Cidade de Picos, no Piauí, fevereiro de 1952. Era o terceiro dia de carnaval. A festa se propagava por todos os cantos da cidade. Nós, molecada, corríamos atrás dos carros enfeitados e das bandinhas coloridas que passavam pelas ruas durante todo o dia e parte da noite. O cansaço, no entanto chegava cedo para nós e terminávamos as horas daqueles lindos dias nas calçadas de nossas casas, ouvindo as conversas noturnas de nossos pais que não entendíamos nada.
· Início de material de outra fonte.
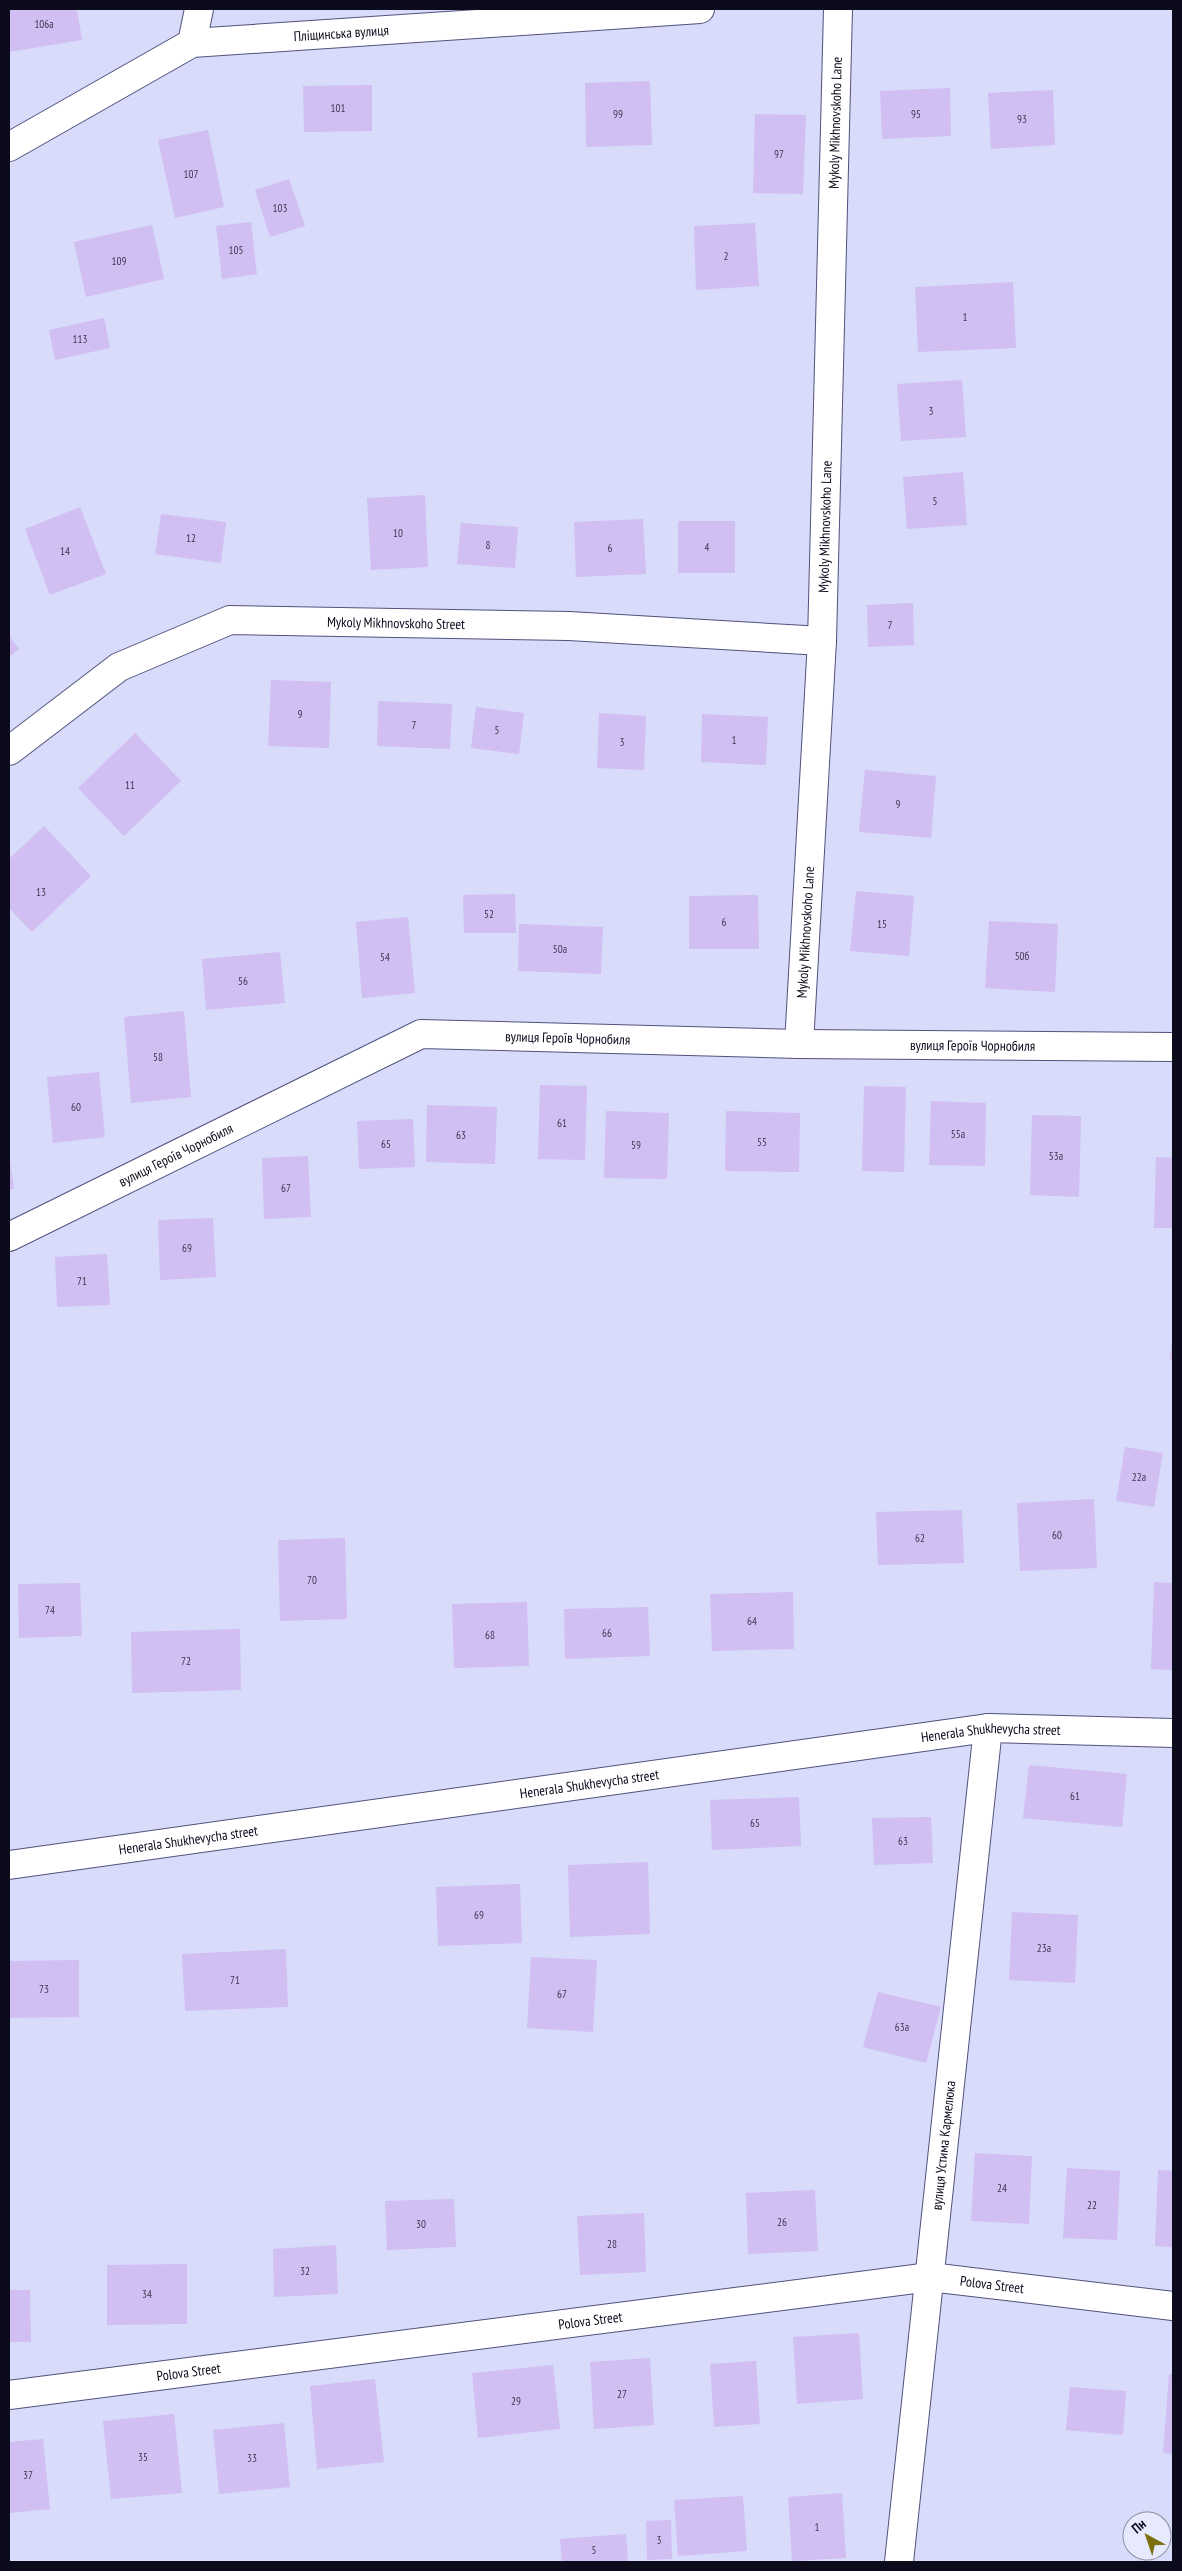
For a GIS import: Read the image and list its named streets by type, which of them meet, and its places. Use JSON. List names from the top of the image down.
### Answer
{
  "streets": {
    "street": [
      "Пліщинська вулиця",
      "Mykoly Mikhnovskoho Lane",
      "Mykoly Mikhnovskoho Street",
      "вулиця Героїв Чорнобиля",
      "Henerala Shukhevycha street",
      "вулиця Устима Кармелюка",
      "Polova Street"
    ]
  },
  "crossings": [
    ["Mykoly Mikhnovskoho Lane", "Mykoly Mikhnovskoho Street"],
    ["Mykoly Mikhnovskoho Lane", "вулиця Героїв Чорнобиля"],
    ["Henerala Shukhevycha street", "вулиця Устима Кармелюка"],
    ["вулиця Устима Кармелюка", "Polova Street"]
  ],
  "house_numbers": [
    "106а",
    "101",
    "99",
    "95",
    "93",
    "97",
    "107",
    "103",
    "105",
    "2",
    "109",
    "1",
    "113",
    "3",
    "5",
    "10",
    "12",
    "8",
    "4",
    "6",
    "14",
    "7",
    "9",
    "7",
    "5",
    "1",
    "3",
    "11",
    "9",
    "13",
    "52",
    "6",
    "15",
    "50а",
    "50б",
    "54",
    "56",
    "58",
    "60",
    "61",
    "55а",
    "63",
    "55",
    "65",
    "59",
    "53а",
    "67",
    "69",
    "71",
    "22а",
    "60",
    "62",
    "70",
    "74",
    "64",
    "66",
    "68",
    "72",
    "61",
    "65",
    "63",
    "69",
    "23а",
    "71",
    "73",
    "67",
    "63а",
    "24",
    "22",
    "26",
    "30",
    "28",
    "32",
    "34",
    "27",
    "29",
    "35",
    "33",
    "37",
    "1",
    "3",
    "5"
  ],
  "north": "top left"
}
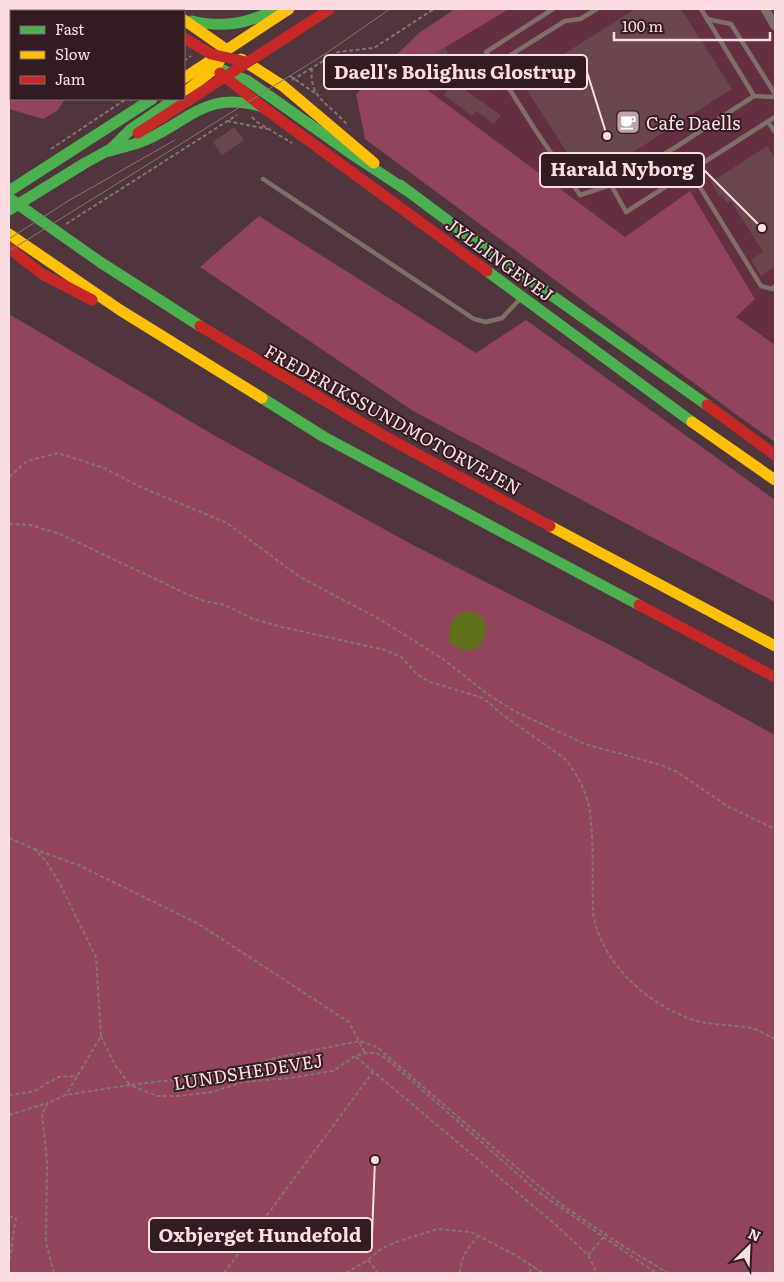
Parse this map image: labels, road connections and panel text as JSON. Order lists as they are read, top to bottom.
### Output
{
  "streets": {
    "main road": ["JYLLINGEVEJ", "FREDERIKSSUNDMOTORVEJEN"],
    "path": ["LUNDSHEDEVEJ"]
  },
  "places": {
    "cafe": ["Cafe Daells"],
    "other": ["Daell's Bolighus Glostrup", "Harald Nyborg", "Oxbjerget Hundefold"]
  },
  "legend": ["Fast", "Slow", "Jam"],
  "scale_bar": "100 m",
  "north": "top right"
}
Onze horas da noite. Minha mãe resolveu entrar, mas ainda havia uma vizinha cavaqueira insistindo numa incansável palestra de comadres. Ficamos encostados na parede junto à porta de entrada. De repente gritos na casa em frente interromperam a conversa de minha mãe com a vizinha. Era na casa de um conhecido fazendeiro. No alpendre vi o rapaz de nome Solimar, namorado da Beatriz, filha do fazendeiro. Era empurrado por este e pelo capataz dele. Os empurrões fizeram o rapaz cair, rolando pela escada ao nível da rua, mas ainda no jardim da referida casa. O rapaz passou a ser espancado pelo capataz, pelo filho do fazendeiro e pelo próprio fazendeiro. A violência durou muito tempo. A filha do fazendeiro chorava e gritava muito, protestando com veemência pela atitude do pai. Depois, quando o rapaz não se levantava mais, o fazendeiro adentrou sua casa e voltou com um revólver. Continuava vociferando palavrões contra o rapaz e contra a própria filha. Esta conseguira, com a ajuda do irmão, arrastar o jovem Solimar para o meio da rua. Ela acreditava que, na rua, seu namorado estaria seguro. No momento em que mais calma tentava limpar os ferimentos do rapaz, seu pai bradou: -Saia já daí!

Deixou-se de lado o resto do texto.